=== Section Start ===

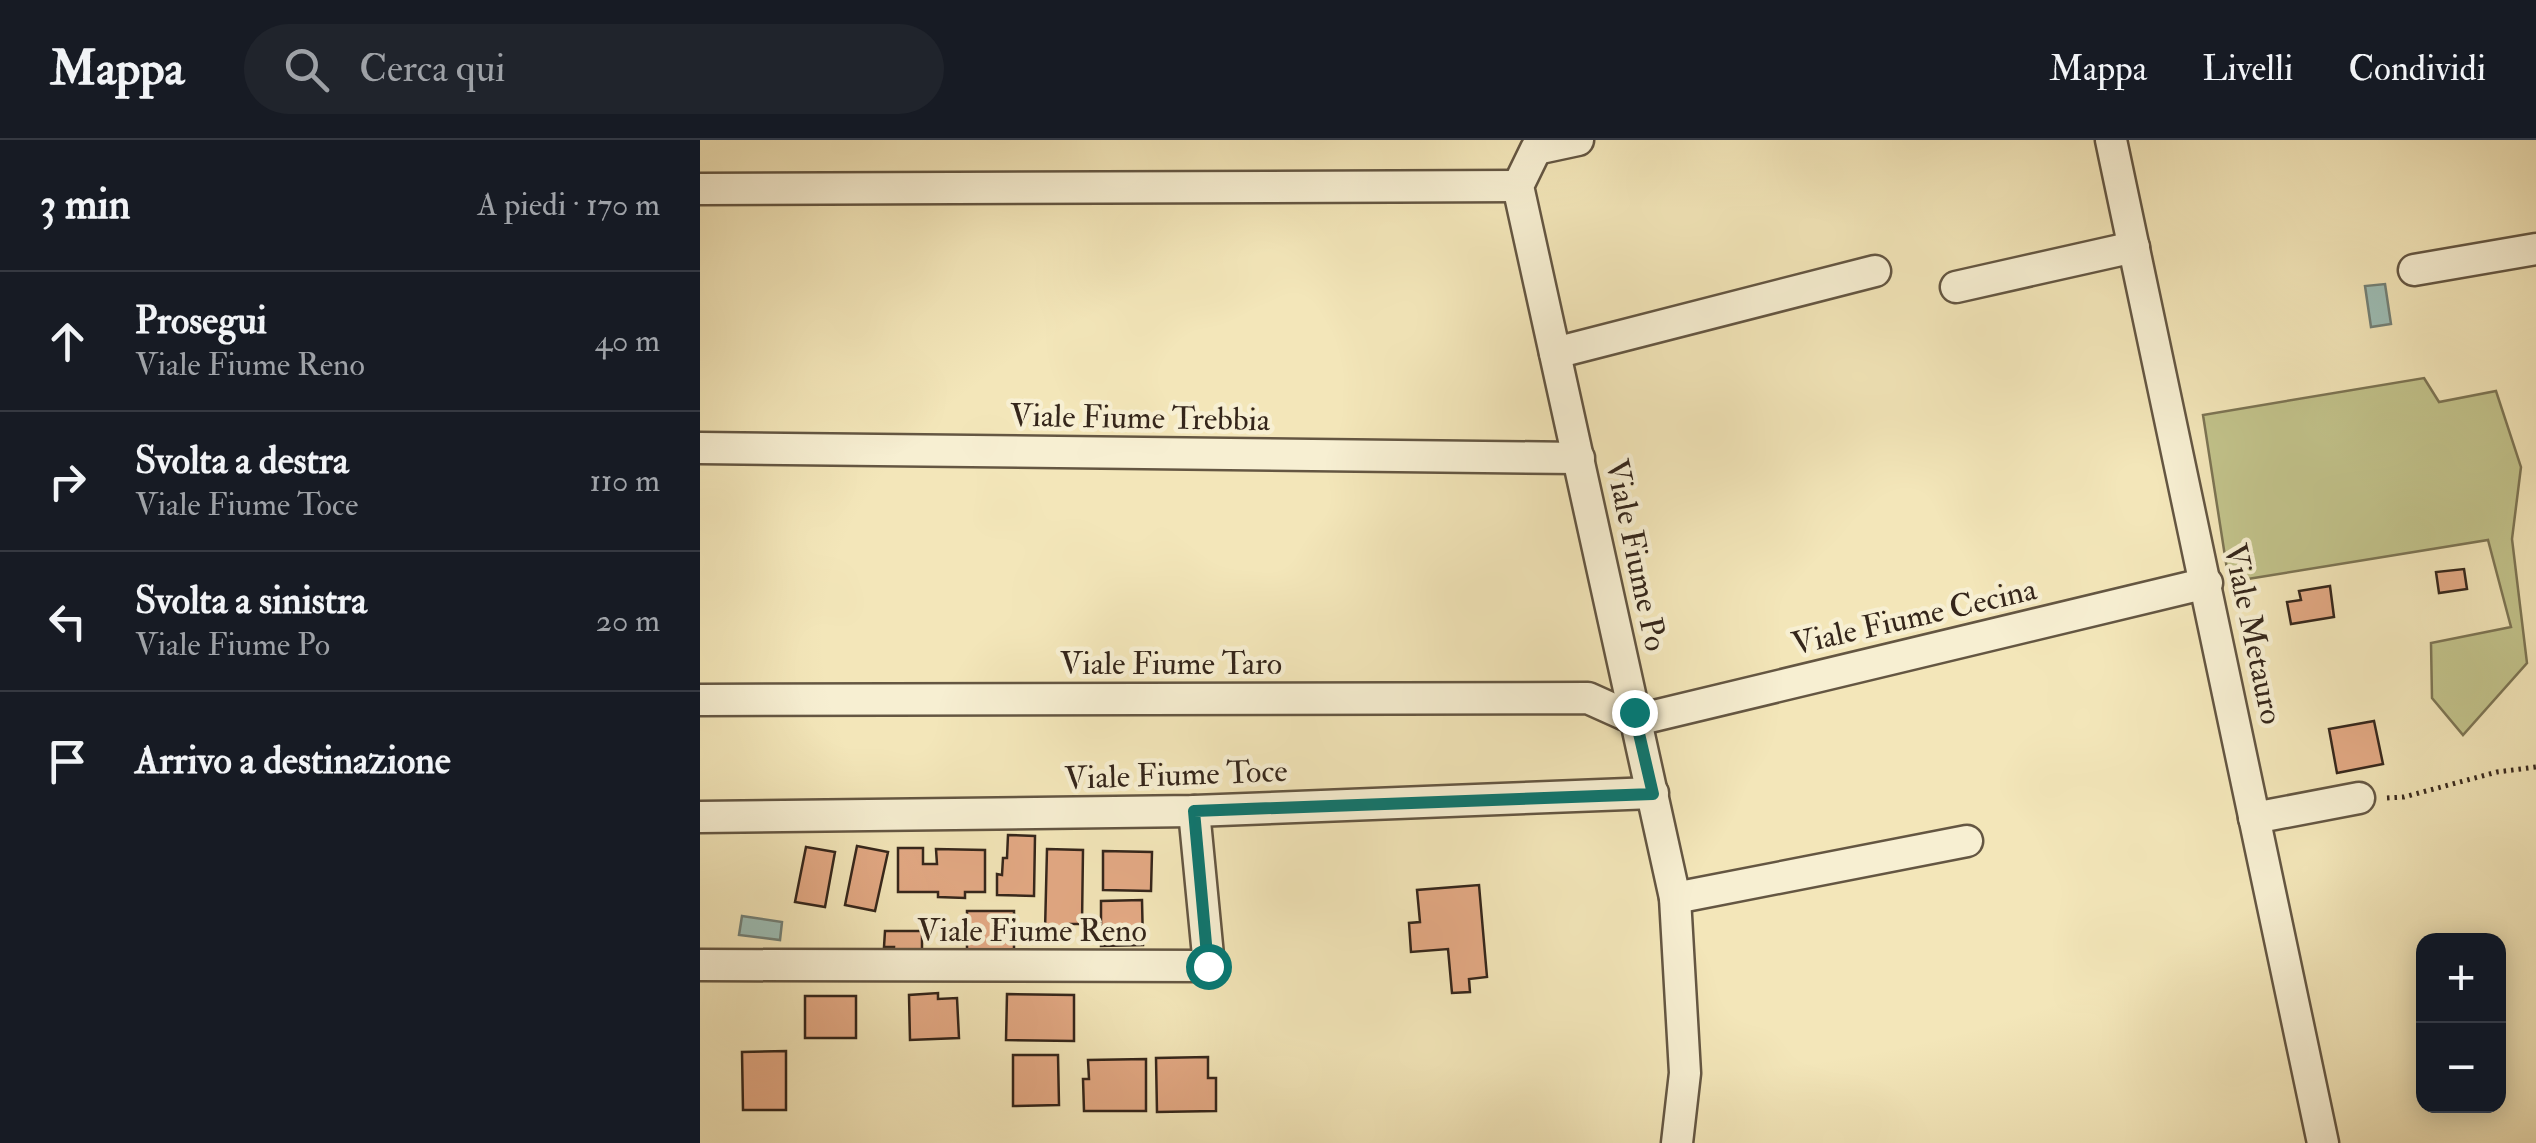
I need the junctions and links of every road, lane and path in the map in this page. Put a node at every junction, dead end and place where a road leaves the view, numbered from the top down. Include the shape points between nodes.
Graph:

=== Section End ===
=== Section Start ===

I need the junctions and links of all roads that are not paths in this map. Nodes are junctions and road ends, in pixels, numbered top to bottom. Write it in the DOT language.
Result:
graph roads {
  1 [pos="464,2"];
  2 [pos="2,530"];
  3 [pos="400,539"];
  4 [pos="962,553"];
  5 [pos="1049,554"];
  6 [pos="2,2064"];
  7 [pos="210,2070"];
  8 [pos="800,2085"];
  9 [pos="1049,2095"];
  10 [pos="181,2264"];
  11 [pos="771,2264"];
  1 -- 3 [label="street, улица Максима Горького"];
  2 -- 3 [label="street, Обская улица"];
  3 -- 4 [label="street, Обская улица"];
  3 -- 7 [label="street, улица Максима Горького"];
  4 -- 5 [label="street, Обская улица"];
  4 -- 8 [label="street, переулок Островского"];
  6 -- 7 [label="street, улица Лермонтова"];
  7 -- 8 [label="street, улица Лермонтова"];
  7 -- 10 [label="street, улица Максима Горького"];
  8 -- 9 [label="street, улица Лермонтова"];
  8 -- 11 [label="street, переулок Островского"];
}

=== Section End ===
=== Section Start ===

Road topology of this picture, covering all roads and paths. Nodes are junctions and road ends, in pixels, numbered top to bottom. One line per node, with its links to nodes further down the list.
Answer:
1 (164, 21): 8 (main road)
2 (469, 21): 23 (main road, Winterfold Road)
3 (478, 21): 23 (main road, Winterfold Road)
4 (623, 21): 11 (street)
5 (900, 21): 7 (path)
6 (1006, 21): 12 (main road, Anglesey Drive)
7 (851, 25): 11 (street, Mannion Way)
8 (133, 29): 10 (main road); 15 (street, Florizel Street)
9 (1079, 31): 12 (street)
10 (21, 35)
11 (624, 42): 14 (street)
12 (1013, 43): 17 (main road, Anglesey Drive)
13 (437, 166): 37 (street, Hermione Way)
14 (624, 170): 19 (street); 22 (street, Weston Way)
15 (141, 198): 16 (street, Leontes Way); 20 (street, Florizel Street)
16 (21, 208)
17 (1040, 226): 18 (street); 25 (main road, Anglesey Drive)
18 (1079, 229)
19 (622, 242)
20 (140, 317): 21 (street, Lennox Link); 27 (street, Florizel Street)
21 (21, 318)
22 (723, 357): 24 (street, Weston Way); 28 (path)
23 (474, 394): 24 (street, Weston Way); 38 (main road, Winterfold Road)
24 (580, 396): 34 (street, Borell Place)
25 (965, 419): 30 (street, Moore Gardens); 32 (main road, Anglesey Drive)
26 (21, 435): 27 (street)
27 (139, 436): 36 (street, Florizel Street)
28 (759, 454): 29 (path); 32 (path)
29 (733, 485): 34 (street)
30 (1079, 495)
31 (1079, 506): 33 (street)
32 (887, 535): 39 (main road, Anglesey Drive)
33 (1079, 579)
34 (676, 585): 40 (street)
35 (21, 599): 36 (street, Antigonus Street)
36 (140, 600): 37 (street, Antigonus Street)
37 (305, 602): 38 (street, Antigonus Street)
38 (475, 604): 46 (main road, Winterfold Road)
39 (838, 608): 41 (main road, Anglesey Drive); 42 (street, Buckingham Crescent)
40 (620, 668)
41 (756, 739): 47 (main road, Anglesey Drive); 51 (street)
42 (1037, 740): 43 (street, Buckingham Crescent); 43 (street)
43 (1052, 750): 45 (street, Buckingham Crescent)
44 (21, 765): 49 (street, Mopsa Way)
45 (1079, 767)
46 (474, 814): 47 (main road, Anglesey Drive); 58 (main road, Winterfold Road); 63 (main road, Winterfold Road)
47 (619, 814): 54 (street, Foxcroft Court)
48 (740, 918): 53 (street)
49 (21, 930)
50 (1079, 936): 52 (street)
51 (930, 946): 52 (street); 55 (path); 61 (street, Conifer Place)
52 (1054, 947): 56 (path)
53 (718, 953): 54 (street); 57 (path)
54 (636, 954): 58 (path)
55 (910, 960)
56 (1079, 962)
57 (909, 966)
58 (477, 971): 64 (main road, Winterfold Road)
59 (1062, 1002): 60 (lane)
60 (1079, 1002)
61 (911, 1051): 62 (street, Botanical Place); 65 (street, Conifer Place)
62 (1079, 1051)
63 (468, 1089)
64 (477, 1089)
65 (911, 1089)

=== Section End ===

ACTIVITY: Which lines in the listing above include the string "this"? Copy each of them.

ANSWER BELOW:
I need the junctions and links of every road, lane and path in the map in this page. Put a node at every junction, dead end and place where a road leaves the view, numbered from the top down. Include the shape points between nodes.
I need the junctions and links of all roads that are not paths in this map. Nodes are junctions and road ends, in pixels, numbered top to bottom. Write it in the DOT language.
Road topology of this picture, covering all roads and paths. Nodes are junctions and road ends, in pixels, numbered top to bottom. One line per node, with its links to nodes further down the list.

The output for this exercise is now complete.